Land was one of two children of Matha Goldfaden and Harry M. Land, a scrap-metal dealer and real-estate investor whose Jewish parents had fled persecution in tsarist Russia. Young Edwin and his family settled in Norwich, Connecticut, after World War I. His older sister, Helen, pronounced his name “Din,” creating Land’s lifelong nickname.

Land was fascinated by science, particularly optics, from childhood. He first encountered light polarizers at the age of thirteen at a Connecticut summer camp named Mooween. A major influence was the textbook Physical Optics, by Robert W. Wood of Johns Hopkins University (whom Land finally met in the 1930s). Land graduated from Norwich Academy in 1926, having already pushed far beyond what his high school physics instructor could teach him. He attended Harvard for only a semester, then moved to New York City to begin experiments in optics.

During more than two years in the city, studying intensely at the New York Public Library and experimenting in various Manhattan basements, Land succeeded in making a plastic sheet polarizer with billions of tiny crystals per square inch.
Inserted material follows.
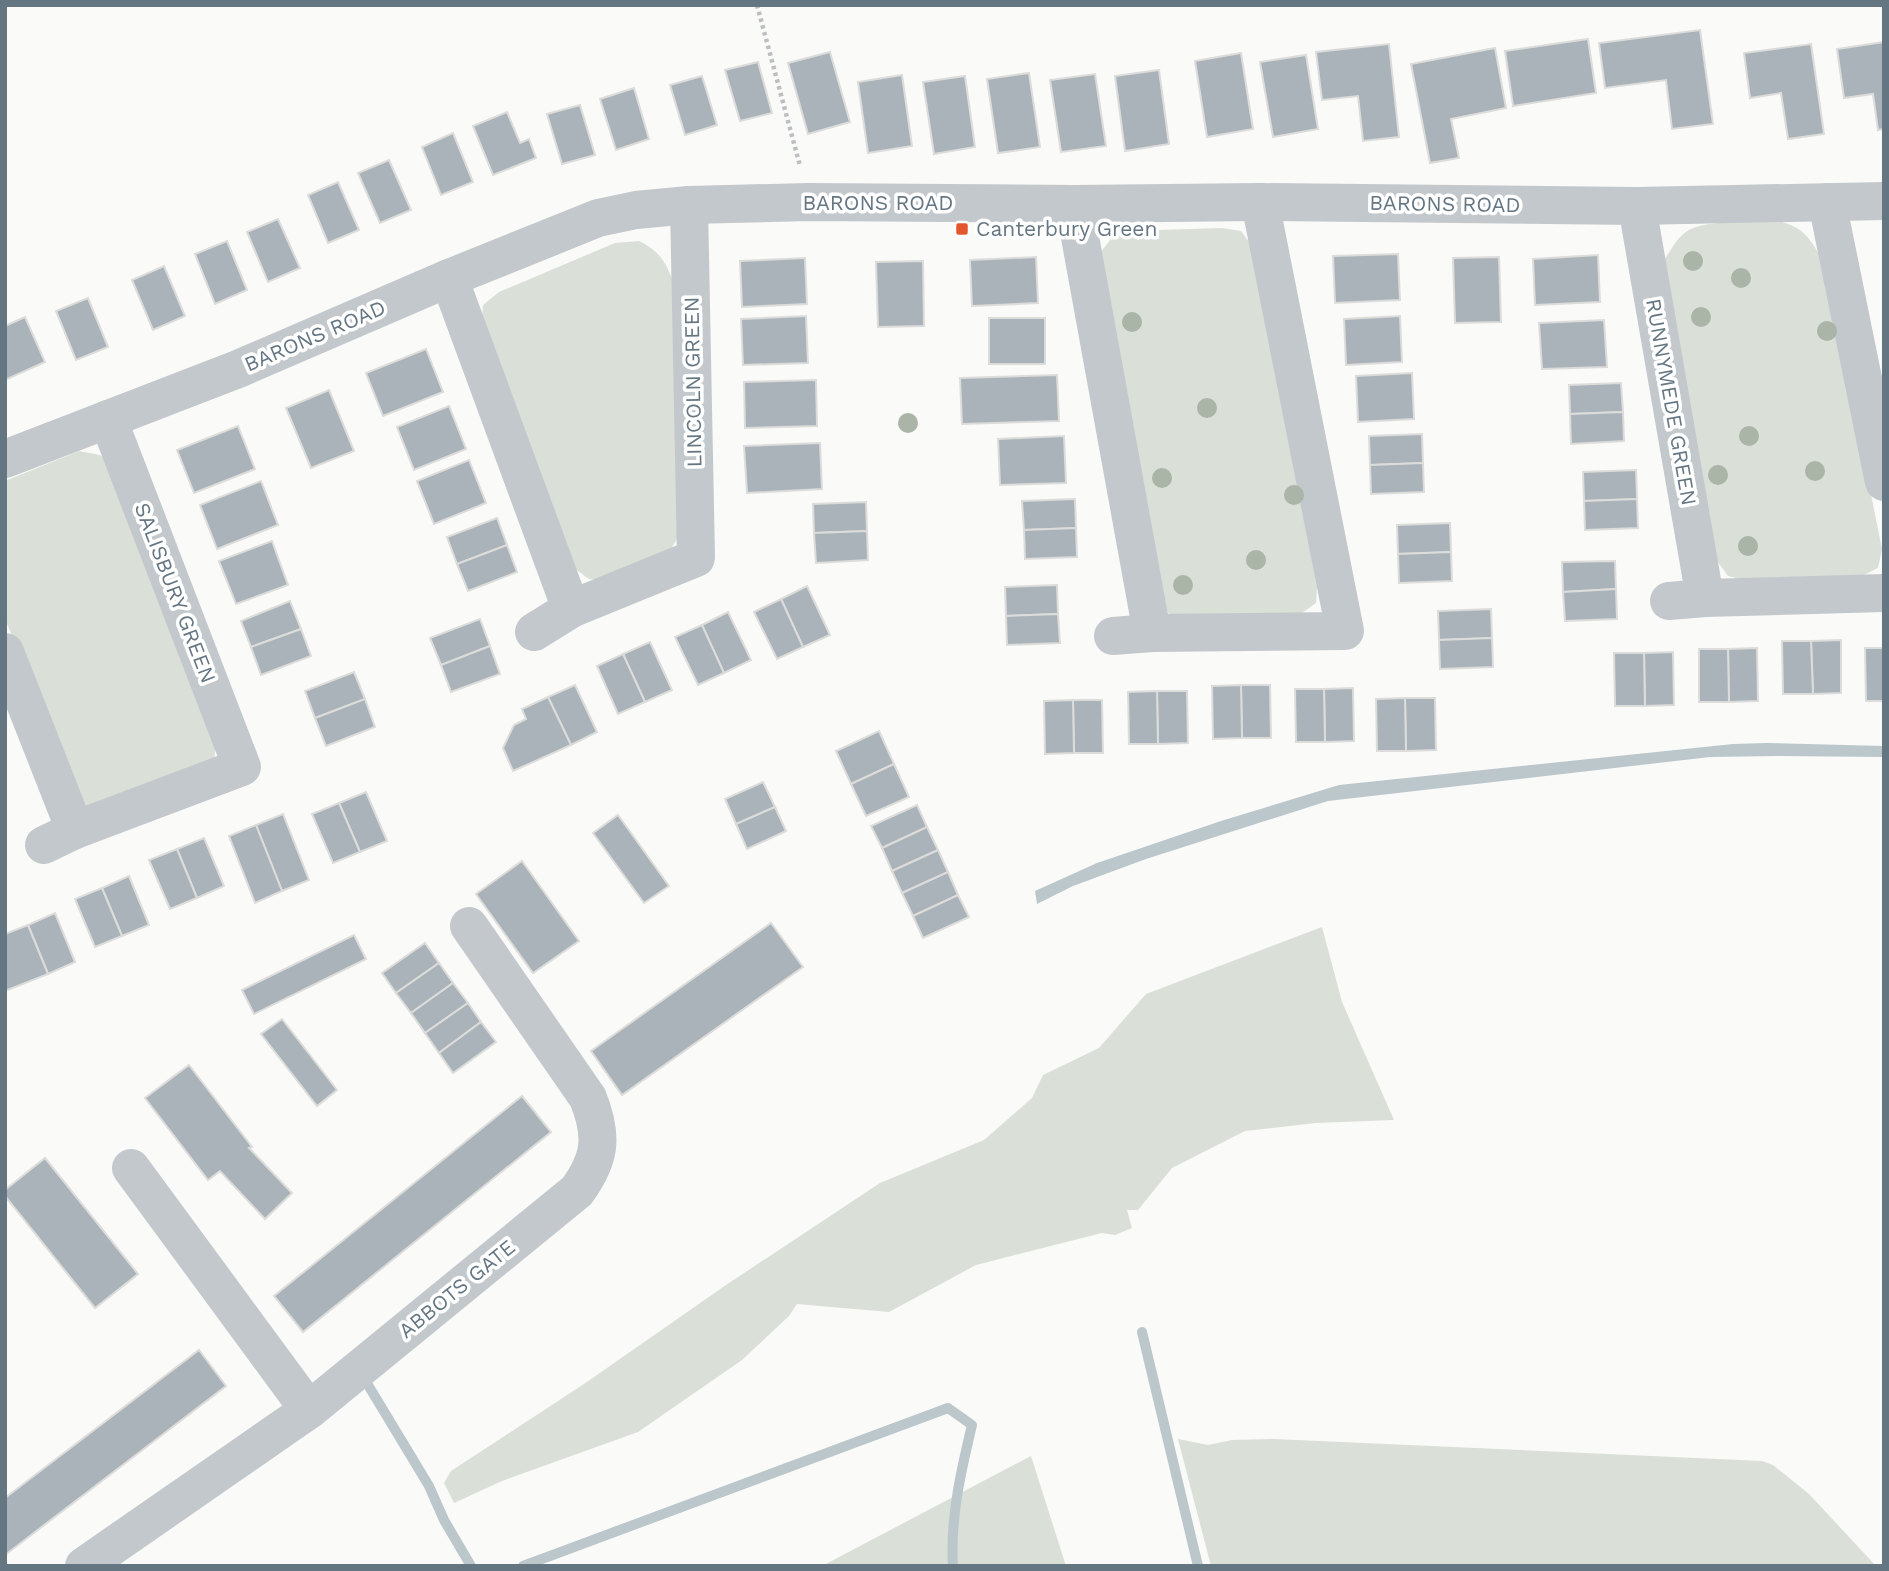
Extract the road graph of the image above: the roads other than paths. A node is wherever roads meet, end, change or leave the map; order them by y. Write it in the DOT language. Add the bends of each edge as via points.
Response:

This device was suitable for automobile headlights, visors, and windshields, to control nighttime glare and improve visibility. Until that time polarizers of light, used for nearly a century for basic scientific research, were made of expensive crystals like calcite or tourmaline. When Land returned to Harvard in 1929, after applying for the first of 535 U.S. patents, the physics department gave him his own laboratory in which to perfect his invention. On 10 November 1929 Land married Helen (Terre) Maislen of Hartford, Connecticut; the couple had two daughters.

After describing the sheet polarizer at a physics department seminar in 1932, Land again left Harvard, still without a degree, in order to go into the business of making and selling the polarizers he had invented. This enterprise evolved into the Polaroid Corporation in 1937. The company expanded rapidly during World War II, drawing on its pioneering in polarizers to develop and manufacture devices that would cut battlefield glare, improve the accuracy of gun-aiming at night, and maintain the night vision of pilots and sailors. As a diversion from this intense work, and to prepare for peacetime, he led the team that developed one-step, or instant, photography. This was first demonstrated publicly at a meeting of the Optical Society of America in 1947 and placed on the market in 1948. The invention of instant photography, at first delivering pictures in sixty seconds, emerged just as the major U.S. automakers were deciding against installing Land’s polarizer system in new cars. Polarizers would, however, become essential to such products as sunglasses, windows, and displays for digital watches and calculators.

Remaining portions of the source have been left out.